↓

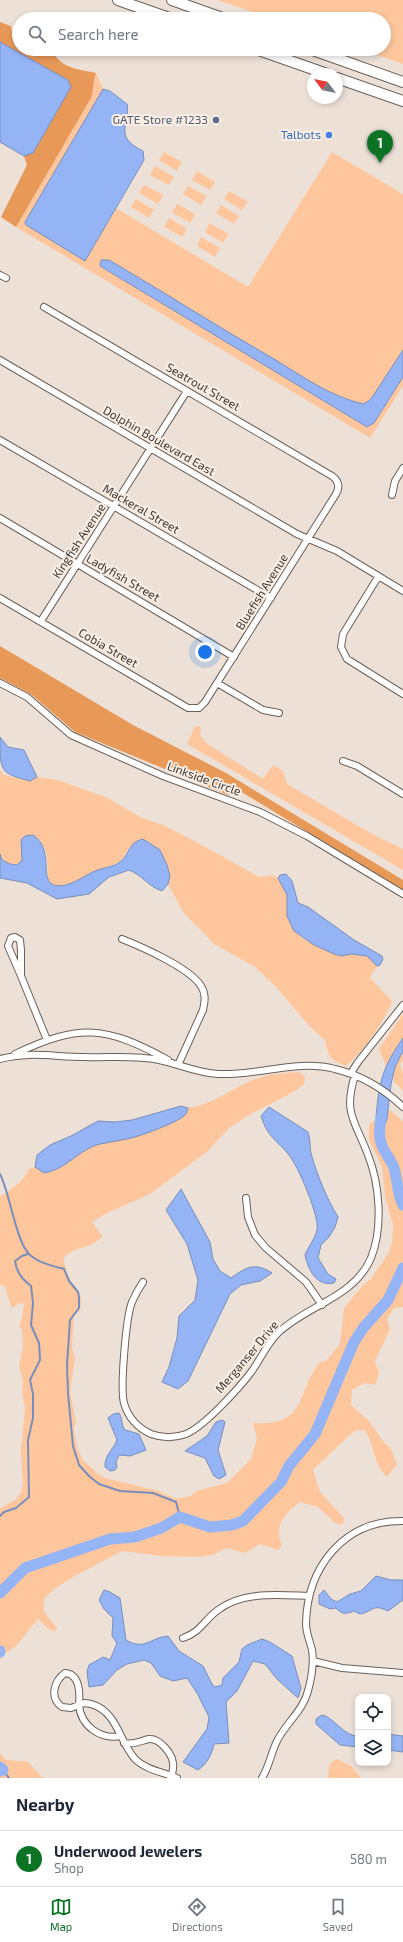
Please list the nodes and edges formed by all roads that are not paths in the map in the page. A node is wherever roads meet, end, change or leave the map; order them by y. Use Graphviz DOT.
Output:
graph roads {
  1 [pos="118,0"];
  2 [pos="172,0"];
  3 [pos="152,12"];
  4 [pos="205,12"];
  5 [pos="276,56"];
  6 [pos="330,56"];
  7 [pos="310,68"];
  8 [pos="343,80"];
  9 [pos="403,82"];
  10 [pos="403,101"];
  11 [pos="44,307"];
  12 [pos="0,360"];
  13 [pos="187,391"];
  14 [pos="0,440"];
  15 [pos="151,448"];
  16 [pos="403,468"];
  17 [pos="336,494"];
  18 [pos="392,496"];
  19 [pos="114,506"];
  20 [pos="0,518"];
  21 [pos="308,538"];
  22 [pos="77,564"];
  23 [pos="378,577"];
  24 [pos="403,591"];
  25 [pos="0,598"];
  26 [pos="271,598"];
  27 [pos="41,622"];
  28 [pos="234,657"];
  29 [pos="0,683"];
  30 [pos="218,683"];
  31 [pos="403,694"];
  32 [pos="205,702"];
  33 [pos="279,713"];
  34 [pos="343,761"];
  35 [pos="403,794"];
  36 [pos="403,894"];
  37 [pos="122,939"];
  38 [pos="21,976"];
  39 [pos="403,1005"];
  40 [pos="47,1040"];
  41 [pos="12,1056"];
  42 [pos="0,1059"];
  43 [pos="178,1065"];
  44 [pos="353,1074"];
  45 [pos="403,1107"];
  46 [pos="246,1198"];
  47 [pos="143,1282"];
  48 [pos="322,1304"];
  49 [pos="403,1521"];
  50 [pos="308,1596"];
  51 [pos="182,1638"];
  52 [pos="312,1661"];
  53 [pos="403,1674"];
  54 [pos="79,1705"];
  55 [pos="120,1736"];
  56 [pos="124,1743"];
  57 [pos="175,1777"];
  58 [pos="262,1778"];
  1 -- 3 [label="main road"];
  2 -- 4 [label="main road"];
  5 -- 7 [label="main road"];
  6 -- 9 [label="main road"];
  8 -- 10 [label="main road"];
  11 -- 13 [label="street, Seatrout Street"];
  12 -- 15 [label="street, Dolphin Boulevard East"];
  13 -- 15 [label="street, Kingfish Avenue"];
  13 -- 17 [label="street, Seatrout Street"];
  14 -- 19 [label="street, Mackeral Street"];
  15 -- 19 [label="street, Kingfish Avenue"];
  15 -- 21 [label="street, Dolphin Boulevard East"];
  16 -- 18 [label="street"];
  17 -- 21 [label="street, Bluefish Avenue"];
  19 -- 22 [label="street, Kingfish Avenue"];
  19 -- 26 [label="street, Mackeral Street"];
  20 -- 22 [label="street, Ladyfish Street"];
  21 -- 23 [label="street, Dolphin Boulevard East"];
  21 -- 26 [label="street, Bluefish Avenue"];
  22 -- 27 [label="street, Kingfish Avenue"];
  22 -- 28 [label="street, Ladyfish Street"];
  23 -- 24 [label="street, Dolphin Boulevard East"];
  23 -- 31 [label="street"];
  25 -- 27 [label="street, Cobia Street"];
  26 -- 28 [label="street, Bluefish Avenue"];
  27 -- 32 [label="street, Cobia Street"];
  28 -- 30 [label="street, Bluefish Avenue"];
  29 -- 36 [label="street, Linkside Circle"];
  30 -- 32 [label="street, Bluefish Avenue"];
  30 -- 33 [label="street"];
  34 -- 35 [label="street"];
  37 -- 43 [label="street"];
  38 -- 38 [label="street"];
  38 -- 40 [label="street"];
  39 -- 44 [label="street"];
  40 -- 41 [label="street"];
  40 -- 43 [label="street"];
  41 -- 42 [label="street"];
  41 -- 43 [label="street"];
  43 -- 44 [label="street"];
  44 -- 45 [label="street"];
  44 -- 48 [label="street, Merganser Drive"];
  46 -- 48 [label="street"];
  47 -- 48 [label="street, Merganser Drive"];
  49 -- 50 [label="street"];
  50 -- 51 [label="street"];
  50 -- 52 [label="street"];
  52 -- 53 [label="street"];
  52 -- 58 [label="street"];
  54 -- 54 [label="street"];
  54 -- 55 [label="street"];
  54 -- 55 [label="street"];
  55 -- 56 [label="street"];
  56 -- 57 [label="street"];
  56 -- 57 [label="street"];
}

↑

* What the exercise asks:
Omit the pictures, then quote the rest of the material above exactly.

* Your solution:
Please list the nodes and edges formed by all roads that are not paths in the map in the page. A node is wherever roads meet, end, change or leave the map; order them by y. Use Graphviz DOT.
Output:
graph roads {
  1 [pos="118,0"];
  2 [pos="172,0"];
  3 [pos="152,12"];
  4 [pos="205,12"];
  5 [pos="276,56"];
  6 [pos="330,56"];
  7 [pos="310,68"];
  8 [pos="343,80"];
  9 [pos="403,82"];
  10 [pos="403,101"];
  11 [pos="44,307"];
  12 [pos="0,360"];
  13 [pos="187,391"];
  14 [pos="0,440"];
  15 [pos="151,448"];
  16 [pos="403,468"];
  17 [pos="336,494"];
  18 [pos="392,496"];
  19 [pos="114,506"];
  20 [pos="0,518"];
  21 [pos="308,538"];
  22 [pos="77,564"];
  23 [pos="378,577"];
  24 [pos="403,591"];
  25 [pos="0,598"];
  26 [pos="271,598"];
  27 [pos="41,622"];
  28 [pos="234,657"];
  29 [pos="0,683"];
  30 [pos="218,683"];
  31 [pos="403,694"];
  32 [pos="205,702"];
  33 [pos="279,713"];
  34 [pos="343,761"];
  35 [pos="403,794"];
  36 [pos="403,894"];
  37 [pos="122,939"];
  38 [pos="21,976"];
  39 [pos="403,1005"];
  40 [pos="47,1040"];
  41 [pos="12,1056"];
  42 [pos="0,1059"];
  43 [pos="178,1065"];
  44 [pos="353,1074"];
  45 [pos="403,1107"];
  46 [pos="246,1198"];
  47 [pos="143,1282"];
  48 [pos="322,1304"];
  49 [pos="403,1521"];
  50 [pos="308,1596"];
  51 [pos="182,1638"];
  52 [pos="312,1661"];
  53 [pos="403,1674"];
  54 [pos="79,1705"];
  55 [pos="120,1736"];
  56 [pos="124,1743"];
  57 [pos="175,1777"];
  58 [pos="262,1778"];
  1 -- 3 [label="main road"];
  2 -- 4 [label="main road"];
  5 -- 7 [label="main road"];
  6 -- 9 [label="main road"];
  8 -- 10 [label="main road"];
  11 -- 13 [label="street, Seatrout Street"];
  12 -- 15 [label="street, Dolphin Boulevard East"];
  13 -- 15 [label="street, Kingfish Avenue"];
  13 -- 17 [label="street, Seatrout Street"];
  14 -- 19 [label="street, Mackeral Street"];
  15 -- 19 [label="street, Kingfish Avenue"];
  15 -- 21 [label="street, Dolphin Boulevard East"];
  16 -- 18 [label="street"];
  17 -- 21 [label="street, Bluefish Avenue"];
  19 -- 22 [label="street, Kingfish Avenue"];
  19 -- 26 [label="street, Mackeral Street"];
  20 -- 22 [label="street, Ladyfish Street"];
  21 -- 23 [label="street, Dolphin Boulevard East"];
  21 -- 26 [label="street, Bluefish Avenue"];
  22 -- 27 [label="street, Kingfish Avenue"];
  22 -- 28 [label="street, Ladyfish Street"];
  23 -- 24 [label="street, Dolphin Boulevard East"];
  23 -- 31 [label="street"];
  25 -- 27 [label="street, Cobia Street"];
  26 -- 28 [label="street, Bluefish Avenue"];
  27 -- 32 [label="street, Cobia Street"];
  28 -- 30 [label="street, Bluefish Avenue"];
  29 -- 36 [label="street, Linkside Circle"];
  30 -- 32 [label="street, Bluefish Avenue"];
  30 -- 33 [label="street"];
  34 -- 35 [label="street"];
  37 -- 43 [label="street"];
  38 -- 38 [label="street"];
  38 -- 40 [label="street"];
  39 -- 44 [label="street"];
  40 -- 41 [label="street"];
  40 -- 43 [label="street"];
  41 -- 42 [label="street"];
  41 -- 43 [label="street"];
  43 -- 44 [label="street"];
  44 -- 45 [label="street"];
  44 -- 48 [label="street, Merganser Drive"];
  46 -- 48 [label="street"];
  47 -- 48 [label="street, Merganser Drive"];
  49 -- 50 [label="street"];
  50 -- 51 [label="street"];
  50 -- 52 [label="street"];
  52 -- 53 [label="street"];
  52 -- 58 [label="street"];
  54 -- 54 [label="street"];
  54 -- 55 [label="street"];
  54 -- 55 [label="street"];
  55 -- 56 [label="street"];
  56 -- 57 [label="street"];
  56 -- 57 [label="street"];
}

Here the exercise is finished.